Problem description:
Pick out each line of the records in which the word "Branch" appears.

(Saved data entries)
[Start of section]

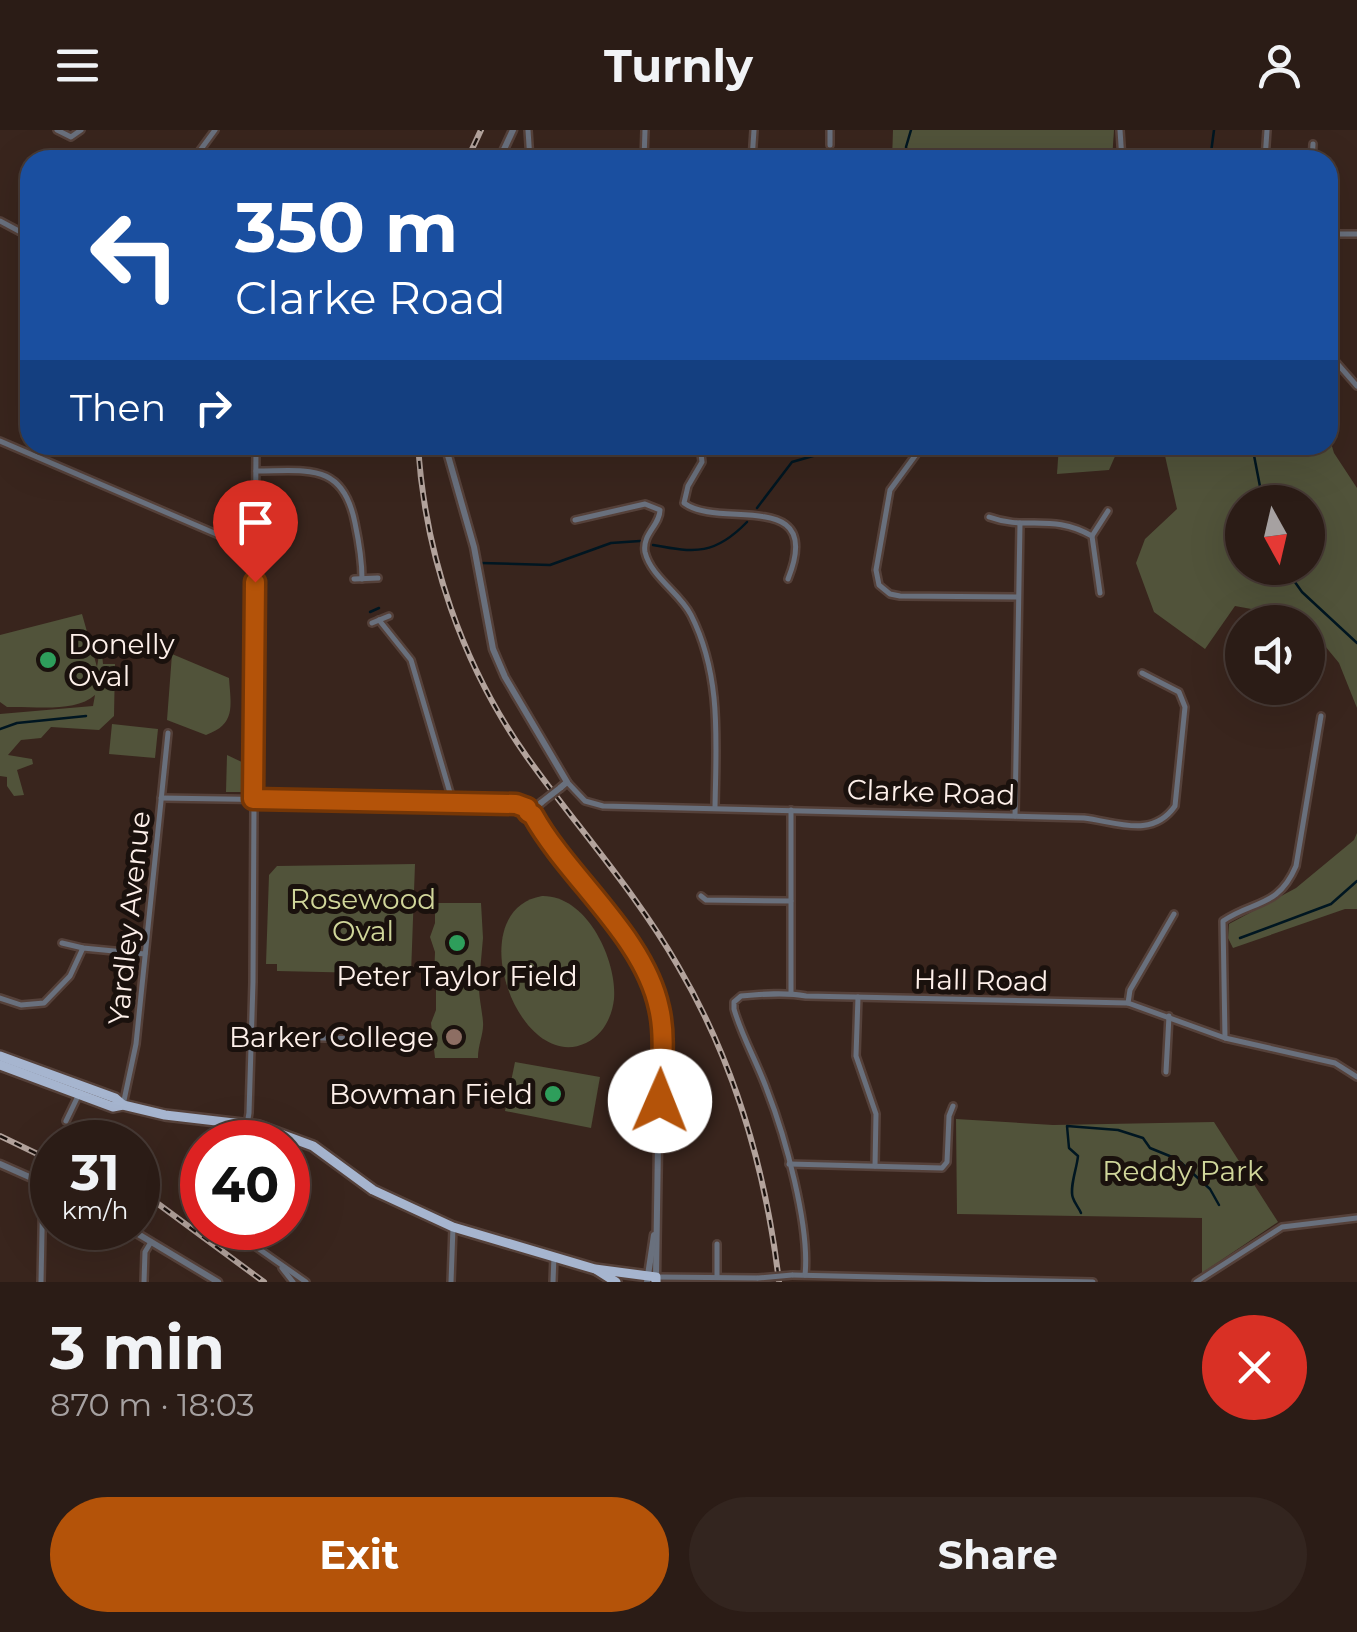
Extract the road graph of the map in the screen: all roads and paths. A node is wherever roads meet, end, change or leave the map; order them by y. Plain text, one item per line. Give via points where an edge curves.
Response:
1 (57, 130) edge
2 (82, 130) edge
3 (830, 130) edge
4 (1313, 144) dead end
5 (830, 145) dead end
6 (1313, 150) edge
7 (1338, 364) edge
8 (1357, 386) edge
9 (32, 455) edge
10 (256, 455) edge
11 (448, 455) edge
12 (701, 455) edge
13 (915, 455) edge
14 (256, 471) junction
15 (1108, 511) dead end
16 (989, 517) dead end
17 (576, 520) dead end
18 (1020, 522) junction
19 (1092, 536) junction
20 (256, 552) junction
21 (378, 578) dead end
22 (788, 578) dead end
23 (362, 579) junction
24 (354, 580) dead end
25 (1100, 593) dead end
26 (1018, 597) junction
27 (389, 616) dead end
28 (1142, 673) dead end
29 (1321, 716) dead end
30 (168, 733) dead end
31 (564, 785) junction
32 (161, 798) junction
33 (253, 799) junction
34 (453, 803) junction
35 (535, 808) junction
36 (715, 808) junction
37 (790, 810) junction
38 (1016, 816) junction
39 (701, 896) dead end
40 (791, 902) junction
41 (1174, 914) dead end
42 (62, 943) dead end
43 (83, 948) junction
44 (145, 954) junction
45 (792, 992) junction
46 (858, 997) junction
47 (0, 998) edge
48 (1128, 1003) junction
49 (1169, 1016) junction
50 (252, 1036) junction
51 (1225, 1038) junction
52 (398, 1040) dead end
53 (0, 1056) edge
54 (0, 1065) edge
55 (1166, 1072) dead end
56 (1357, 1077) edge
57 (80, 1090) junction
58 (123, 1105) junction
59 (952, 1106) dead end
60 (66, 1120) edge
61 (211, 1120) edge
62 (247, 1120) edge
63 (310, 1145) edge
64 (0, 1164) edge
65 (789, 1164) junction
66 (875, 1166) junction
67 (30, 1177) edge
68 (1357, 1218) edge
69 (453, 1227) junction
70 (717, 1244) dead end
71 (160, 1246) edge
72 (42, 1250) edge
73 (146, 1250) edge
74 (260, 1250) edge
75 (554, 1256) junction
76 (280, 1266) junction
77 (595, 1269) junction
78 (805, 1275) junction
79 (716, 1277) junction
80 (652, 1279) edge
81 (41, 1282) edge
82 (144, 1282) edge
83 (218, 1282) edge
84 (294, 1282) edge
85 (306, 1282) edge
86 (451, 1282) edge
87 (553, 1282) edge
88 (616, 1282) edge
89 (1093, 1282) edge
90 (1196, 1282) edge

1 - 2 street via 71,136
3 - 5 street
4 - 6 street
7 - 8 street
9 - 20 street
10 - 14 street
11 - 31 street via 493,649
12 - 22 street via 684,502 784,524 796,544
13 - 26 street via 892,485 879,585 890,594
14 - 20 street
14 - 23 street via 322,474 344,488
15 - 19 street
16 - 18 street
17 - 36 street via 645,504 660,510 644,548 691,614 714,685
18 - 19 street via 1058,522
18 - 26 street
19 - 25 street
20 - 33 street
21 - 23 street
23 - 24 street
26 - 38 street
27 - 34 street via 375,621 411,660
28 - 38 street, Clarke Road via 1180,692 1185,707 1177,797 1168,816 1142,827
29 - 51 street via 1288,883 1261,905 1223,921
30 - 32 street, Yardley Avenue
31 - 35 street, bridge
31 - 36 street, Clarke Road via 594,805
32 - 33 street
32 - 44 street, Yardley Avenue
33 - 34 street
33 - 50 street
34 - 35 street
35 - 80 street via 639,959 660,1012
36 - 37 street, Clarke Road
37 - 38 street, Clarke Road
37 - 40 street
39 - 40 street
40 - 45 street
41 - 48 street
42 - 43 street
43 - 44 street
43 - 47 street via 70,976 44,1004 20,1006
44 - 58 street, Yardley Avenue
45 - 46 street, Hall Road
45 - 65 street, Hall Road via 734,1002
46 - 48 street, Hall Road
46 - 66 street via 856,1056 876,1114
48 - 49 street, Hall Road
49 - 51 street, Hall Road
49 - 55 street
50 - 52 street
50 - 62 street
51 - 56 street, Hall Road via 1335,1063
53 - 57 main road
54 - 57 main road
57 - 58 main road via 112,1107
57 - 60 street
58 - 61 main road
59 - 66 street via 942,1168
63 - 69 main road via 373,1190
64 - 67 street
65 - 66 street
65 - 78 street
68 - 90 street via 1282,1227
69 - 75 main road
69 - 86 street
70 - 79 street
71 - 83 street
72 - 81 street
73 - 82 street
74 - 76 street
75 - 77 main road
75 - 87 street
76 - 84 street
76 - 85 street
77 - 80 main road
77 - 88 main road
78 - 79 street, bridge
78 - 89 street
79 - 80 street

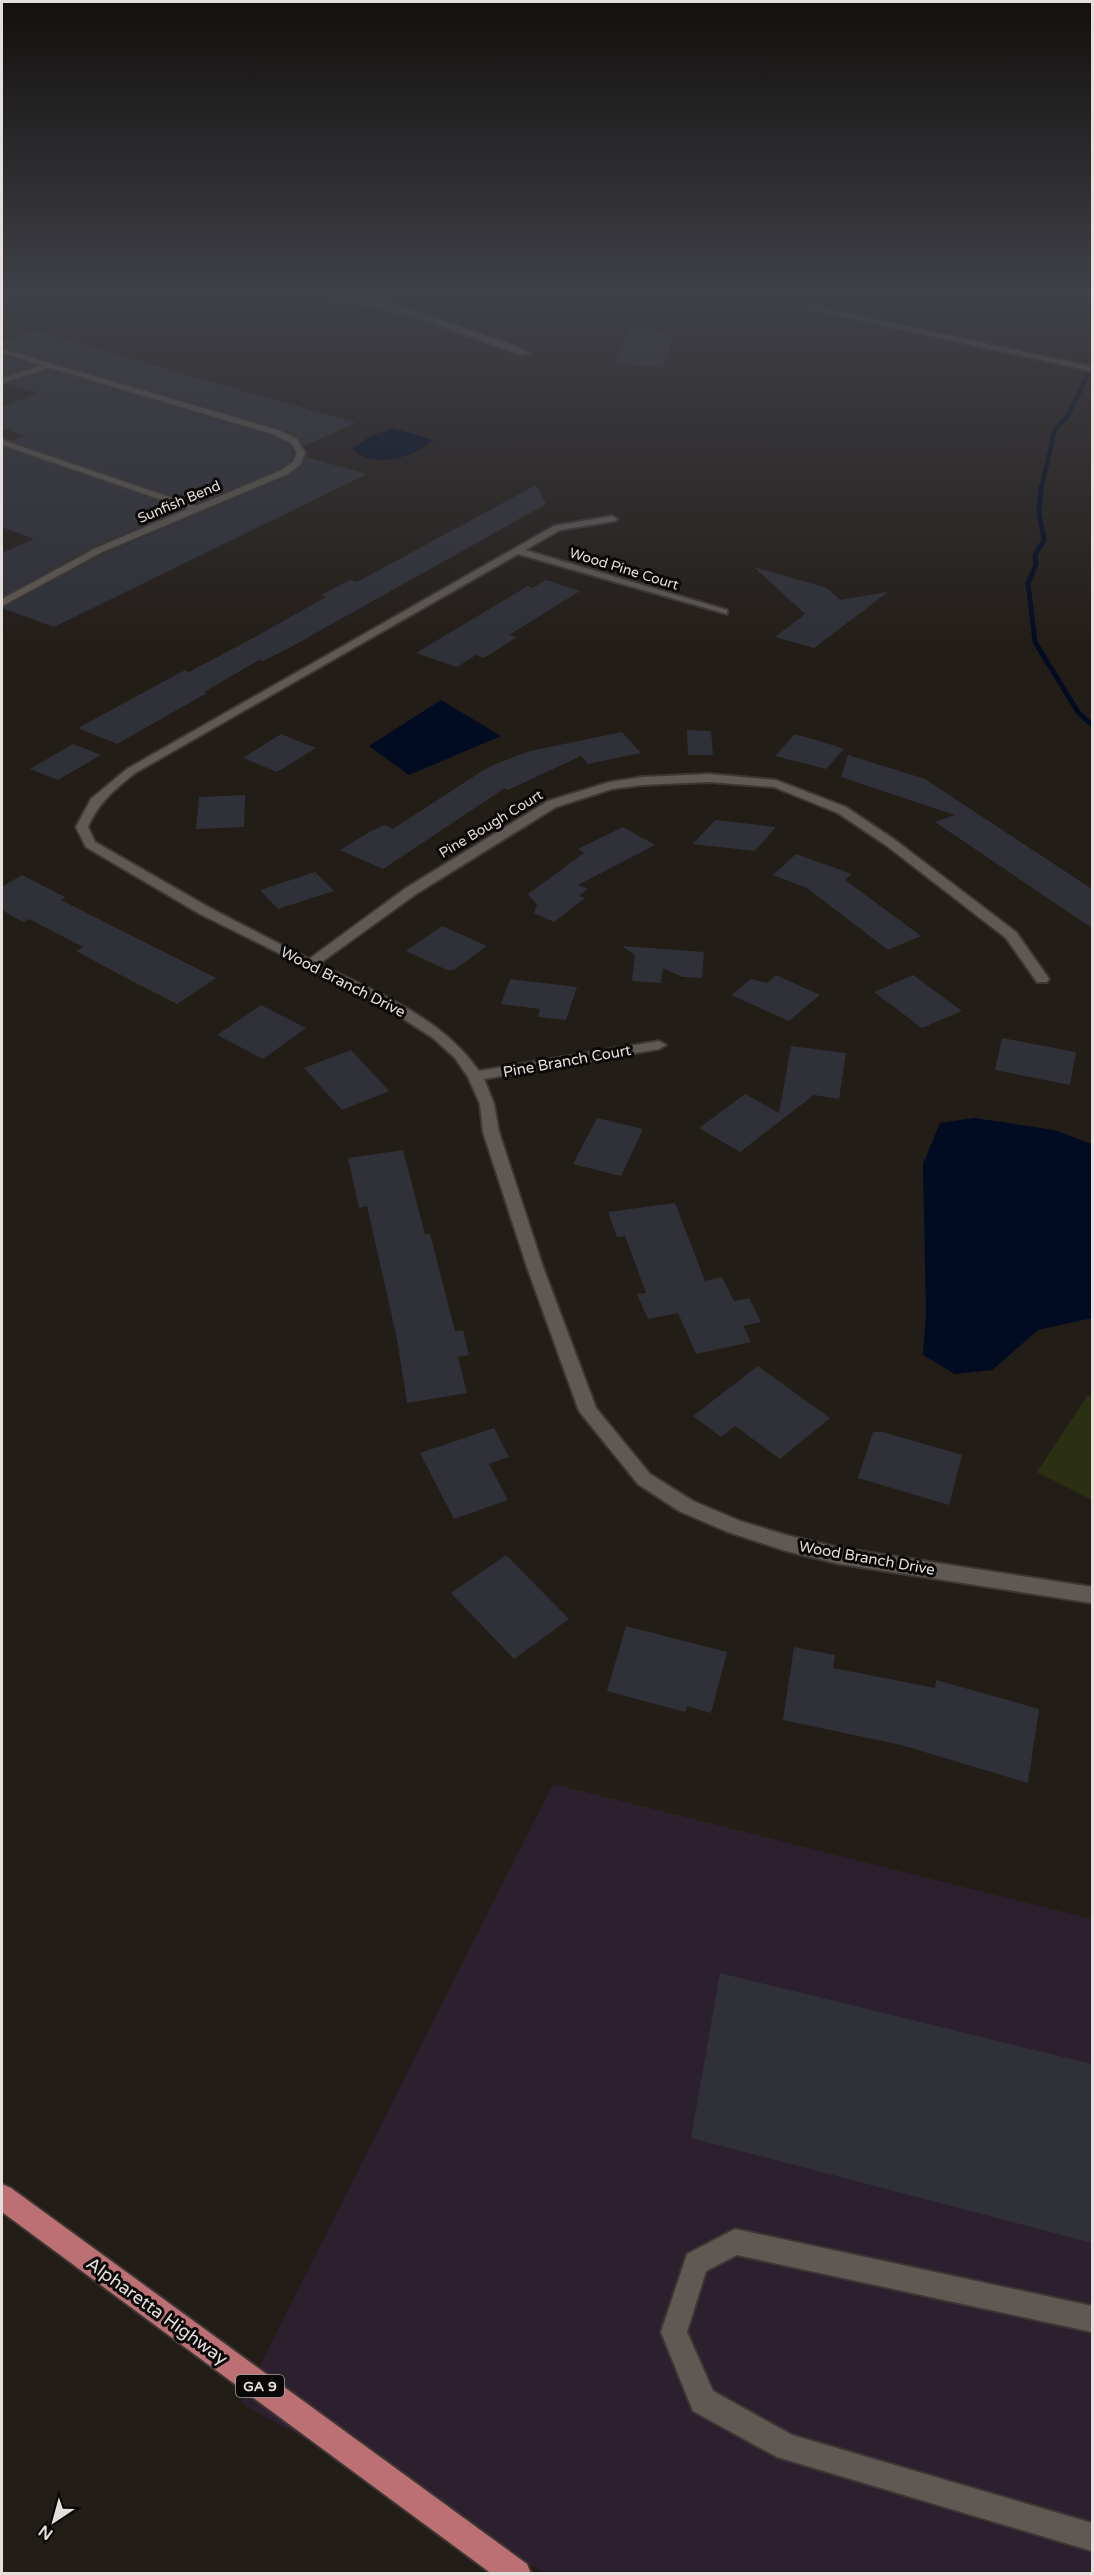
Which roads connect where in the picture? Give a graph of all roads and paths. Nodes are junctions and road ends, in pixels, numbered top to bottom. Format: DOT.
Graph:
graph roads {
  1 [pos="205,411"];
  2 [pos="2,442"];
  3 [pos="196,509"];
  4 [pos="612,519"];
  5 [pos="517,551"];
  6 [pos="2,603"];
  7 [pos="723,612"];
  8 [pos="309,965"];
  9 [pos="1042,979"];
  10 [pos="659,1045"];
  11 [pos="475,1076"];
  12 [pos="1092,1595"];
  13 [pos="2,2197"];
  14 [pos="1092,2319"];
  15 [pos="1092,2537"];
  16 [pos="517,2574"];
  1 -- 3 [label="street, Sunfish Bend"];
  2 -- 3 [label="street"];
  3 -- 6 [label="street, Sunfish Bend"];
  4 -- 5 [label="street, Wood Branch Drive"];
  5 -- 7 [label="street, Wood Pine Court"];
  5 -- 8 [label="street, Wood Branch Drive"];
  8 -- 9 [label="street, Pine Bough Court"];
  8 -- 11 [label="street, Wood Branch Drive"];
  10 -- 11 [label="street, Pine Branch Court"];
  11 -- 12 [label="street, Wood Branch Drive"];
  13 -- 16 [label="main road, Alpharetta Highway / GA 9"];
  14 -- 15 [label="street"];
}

[End of section]

Reply to the exercise:
  4 -- 5 [label="street, Wood Branch Drive"];
  5 -- 8 [label="street, Wood Branch Drive"];
  8 -- 11 [label="street, Wood Branch Drive"];
  10 -- 11 [label="street, Pine Branch Court"];
  11 -- 12 [label="street, Wood Branch Drive"];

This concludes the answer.